Records for the task Start Marker

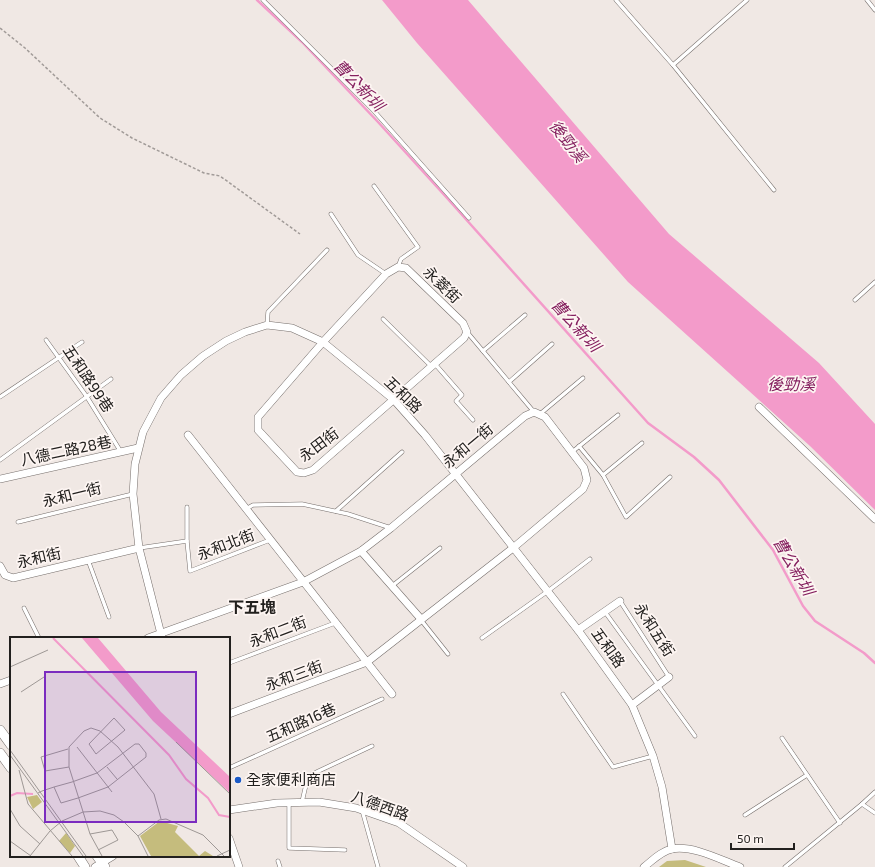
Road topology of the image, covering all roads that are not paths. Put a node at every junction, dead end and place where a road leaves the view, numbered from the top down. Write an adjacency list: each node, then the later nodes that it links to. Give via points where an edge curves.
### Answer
1 (263, 0): 10 (lane, via 374,111)
2 (616, 0): 6 (lane)
3 (747, 0): 6 (lane)
4 (867, 0): 5 (lane)
5 (875, 10)
6 (673, 65): 8 (lane)
7 (374, 186): 12 (lane, via 418,247 401,258)
8 (774, 190)
9 (331, 214): 13 (lane, via 358,255)
10 (469, 218)
11 (327, 250): 18 (lane, via 268,312)
12 (398, 267): 13 (street); 19 (street, 永菱街, via 406,268 463,323)
13 (386, 274): 22 (street)
14 (875, 282): 15 (lane)
15 (855, 300)
16 (525, 315): 24 (lane)
17 (383, 319): 26 (lane)
18 (267, 325): 22 (street, 五和路, via 292,328); 40 (street, 五和路, via 226,341 181,375 160,398)
19 (467, 332): 24 (lane); 26 (street, via 464,338)
20 (46, 340): 25 (lane, 五和路99巷)
21 (82, 342): 25 (lane)
22 (323, 342): 32 (street, 五和路); 32 (street, 永田街, via 258,417 258,430 297,472 313,470)
23 (552, 344): 29 (lane)
24 (483, 351): 29 (lane)
25 (60, 358): 30 (lane); 31 (lane, 五和路99巷)
26 (432, 364): 32 (street); 36 (lane, via 462,395 456,401)
27 (584, 378): 34 (lane)
28 (112, 379): 31 (lane)
29 (509, 382): 34 (lane)
30 (0, 397)
31 (87, 397): 43 (lane, 五和路99巷); 44 (lane)
32 (394, 400): 45 (street, 五和路)
33 (759, 407): 53 (street)
34 (537, 413): 42 (street, via 545,417); 45 (street, 永和一街, via 524,416)
35 (618, 414): 39 (lane)
36 (473, 420)
37 (188, 435): 51 (street)
38 (642, 443): 46 (lane)
39 (579, 446): 42 (lane); 46 (lane)
40 (138, 448): 43 (street, 八德二路28巷); 49 (street, 五和路)
41 (402, 452): 52 (lane)
42 (572, 452): 60 (street, via 584,468 587,480 584,489)
43 (121, 453): 48 (street, 八德二路28巷)
44 (0, 460)
45 (456, 474): 55 (street, 永和一街); 60 (street, 五和路)
46 (603, 475): 47 (lane, via 626,517)
47 (670, 477)
48 (0, 479)
49 (133, 494): 54 (lane, 永和一街); 58 (street, 五和路)
50 (187, 507): 57 (lane)
51 (246, 509): 52 (lane, via 253,505 302,504); 56 (street)
52 (336, 511): 55 (lane)
53 (875, 519)
54 (18, 522)
55 (391, 528): 61 (street, 永和一街)
56 (270, 540): 57 (lane, 永和北街, via 190,572); 65 (street)
57 (187, 541): 58 (lane)
58 (139, 548): 63 (street, 永和街); 75 (street, 五和路)
59 (440, 548): 66 (lane)
60 (513, 548): 67 (street, 五和路); 72 (street, 永和三街)
61 (361, 551): 65 (street, 永和一街); 66 (street)
62 (590, 559): 67 (lane)
63 (88, 560): 64 (street, 永和街, via 13,578 5,575); 71 (lane)
64 (0, 568)
65 (303, 582): 73 (street); 75 (street, 永和一街)
66 (392, 586): 72 (street)
67 (548, 591): 74 (street, 五和路); 77 (lane)
68 (620, 601): 70 (street, 永和五街); 81 (lane, 永和五街)
69 (24, 608): 76 (lane)
70 (605, 612): 74 (street, 永和五街); 84 (lane, 永和五街)
71 (109, 617)
72 (421, 619): 78 (lane); 79 (street, 永和三街)
73 (335, 623): 79 (street); 80 (lane, 永和二街)
74 (578, 630): 88 (street, 五和路)
75 (162, 636)
76 (38, 637)
77 (482, 638)
78 (448, 654)
79 (367, 662): 85 (street); 89 (street, 永和三街)
80 (230, 663)
81 (669, 677): 84 (street, 永和五街)
82 (10, 680): 83 (street)
83 (0, 684)
84 (658, 685): 88 (street, 永和五街); 91 (lane, 永和五街)
85 (392, 694)
86 (563, 694): 96 (lane, via 614,767)
87 (382, 699): 98 (lane, 五和路16巷)
88 (632, 704): 96 (street, 五和路)
89 (230, 714)
90 (0, 730): 93 (street)
91 (695, 736)
92 (782, 738): 99 (lane)
93 (10, 744)
94 (372, 746): 102 (lane, via 308,776)
95 (0, 753): 97 (street)
96 (653, 756): 110 (street, 五和路, via 662,787)
97 (10, 767)
98 (230, 768)
99 (808, 775): 107 (lane); 108 (lane)
100 (875, 792): 103 (lane)
101 (289, 802): 102 (street, 八德西路); 104 (street, 八德西路); 111 (lane, via 290,848)
102 (302, 802): 105 (street, 八德西路, via 319,802)
103 (862, 804): 106 (lane); 108 (lane)
104 (230, 810)
105 (362, 810): 119 (lane); 120 (street, 八德西路, via 399,823)
106 (875, 813)
107 (745, 815)
108 (840, 823): 123 (lane)
109 (230, 841): 117 (street)
110 (672, 849): 121 (street, via 663,852); 122 (street, via 682,848 700,852)
111 (345, 850)
112 (79, 857): 116 (street)
113 (111, 857): 115 (street)
114 (278, 861): 118 (lane)
115 (100, 863)
116 (85, 867)
117 (239, 867)
118 (280, 867)
119 (378, 867)
120 (463, 867)
121 (644, 867)
122 (740, 867)
123 (785, 867)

Records for the task End Marker

### Aim of the task
Any pictures above are to be left out. Retype the rest of the records exactly.

### Solution for this exercise
Road topology of the image, covering all roads that are not paths. Put a node at every junction, dead end and place where a road leaves the view, numbered from the top down. Write an adjacency list: each node, then the later nodes that it links to. Give via points where an edge curves.
### Answer
1 (263, 0): 10 (lane, via 374,111)
2 (616, 0): 6 (lane)
3 (747, 0): 6 (lane)
4 (867, 0): 5 (lane)
5 (875, 10)
6 (673, 65): 8 (lane)
7 (374, 186): 12 (lane, via 418,247 401,258)
8 (774, 190)
9 (331, 214): 13 (lane, via 358,255)
10 (469, 218)
11 (327, 250): 18 (lane, via 268,312)
12 (398, 267): 13 (street); 19 (street, 永菱街, via 406,268 463,323)
13 (386, 274): 22 (street)
14 (875, 282): 15 (lane)
15 (855, 300)
16 (525, 315): 24 (lane)
17 (383, 319): 26 (lane)
18 (267, 325): 22 (street, 五和路, via 292,328); 40 (street, 五和路, via 226,341 181,375 160,398)
19 (467, 332): 24 (lane); 26 (street, via 464,338)
20 (46, 340): 25 (lane, 五和路99巷)
21 (82, 342): 25 (lane)
22 (323, 342): 32 (street, 五和路); 32 (street, 永田街, via 258,417 258,430 297,472 313,470)
23 (552, 344): 29 (lane)
24 (483, 351): 29 (lane)
25 (60, 358): 30 (lane); 31 (lane, 五和路99巷)
26 (432, 364): 32 (street); 36 (lane, via 462,395 456,401)
27 (584, 378): 34 (lane)
28 (112, 379): 31 (lane)
29 (509, 382): 34 (lane)
30 (0, 397)
31 (87, 397): 43 (lane, 五和路99巷); 44 (lane)
32 (394, 400): 45 (street, 五和路)
33 (759, 407): 53 (street)
34 (537, 413): 42 (street, via 545,417); 45 (street, 永和一街, via 524,416)
35 (618, 414): 39 (lane)
36 (473, 420)
37 (188, 435): 51 (street)
38 (642, 443): 46 (lane)
39 (579, 446): 42 (lane); 46 (lane)
40 (138, 448): 43 (street, 八德二路28巷); 49 (street, 五和路)
41 (402, 452): 52 (lane)
42 (572, 452): 60 (street, via 584,468 587,480 584,489)
43 (121, 453): 48 (street, 八德二路28巷)
44 (0, 460)
45 (456, 474): 55 (street, 永和一街); 60 (street, 五和路)
46 (603, 475): 47 (lane, via 626,517)
47 (670, 477)
48 (0, 479)
49 (133, 494): 54 (lane, 永和一街); 58 (street, 五和路)
50 (187, 507): 57 (lane)
51 (246, 509): 52 (lane, via 253,505 302,504); 56 (street)
52 (336, 511): 55 (lane)
53 (875, 519)
54 (18, 522)
55 (391, 528): 61 (street, 永和一街)
56 (270, 540): 57 (lane, 永和北街, via 190,572); 65 (street)
57 (187, 541): 58 (lane)
58 (139, 548): 63 (street, 永和街); 75 (street, 五和路)
59 (440, 548): 66 (lane)
60 (513, 548): 67 (street, 五和路); 72 (street, 永和三街)
61 (361, 551): 65 (street, 永和一街); 66 (street)
62 (590, 559): 67 (lane)
63 (88, 560): 64 (street, 永和街, via 13,578 5,575); 71 (lane)
64 (0, 568)
65 (303, 582): 73 (street); 75 (street, 永和一街)
66 (392, 586): 72 (street)
67 (548, 591): 74 (street, 五和路); 77 (lane)
68 (620, 601): 70 (street, 永和五街); 81 (lane, 永和五街)
69 (24, 608): 76 (lane)
70 (605, 612): 74 (street, 永和五街); 84 (lane, 永和五街)
71 (109, 617)
72 (421, 619): 78 (lane); 79 (street, 永和三街)
73 (335, 623): 79 (street); 80 (lane, 永和二街)
74 (578, 630): 88 (street, 五和路)
75 (162, 636)
76 (38, 637)
77 (482, 638)
78 (448, 654)
79 (367, 662): 85 (street); 89 (street, 永和三街)
80 (230, 663)
81 (669, 677): 84 (street, 永和五街)
82 (10, 680): 83 (street)
83 (0, 684)
84 (658, 685): 88 (street, 永和五街); 91 (lane, 永和五街)
85 (392, 694)
86 (563, 694): 96 (lane, via 614,767)
87 (382, 699): 98 (lane, 五和路16巷)
88 (632, 704): 96 (street, 五和路)
89 (230, 714)
90 (0, 730): 93 (street)
91 (695, 736)
92 (782, 738): 99 (lane)
93 (10, 744)
94 (372, 746): 102 (lane, via 308,776)
95 (0, 753): 97 (street)
96 (653, 756): 110 (street, 五和路, via 662,787)
97 (10, 767)
98 (230, 768)
99 (808, 775): 107 (lane); 108 (lane)
100 (875, 792): 103 (lane)
101 (289, 802): 102 (street, 八德西路); 104 (street, 八德西路); 111 (lane, via 290,848)
102 (302, 802): 105 (street, 八德西路, via 319,802)
103 (862, 804): 106 (lane); 108 (lane)
104 (230, 810)
105 (362, 810): 119 (lane); 120 (street, 八德西路, via 399,823)
106 (875, 813)
107 (745, 815)
108 (840, 823): 123 (lane)
109 (230, 841): 117 (street)
110 (672, 849): 121 (street, via 663,852); 122 (street, via 682,848 700,852)
111 (345, 850)
112 (79, 857): 116 (street)
113 (111, 857): 115 (street)
114 (278, 861): 118 (lane)
115 (100, 863)
116 (85, 867)
117 (239, 867)
118 (280, 867)
119 (378, 867)
120 (463, 867)
121 (644, 867)
122 (740, 867)
123 (785, 867)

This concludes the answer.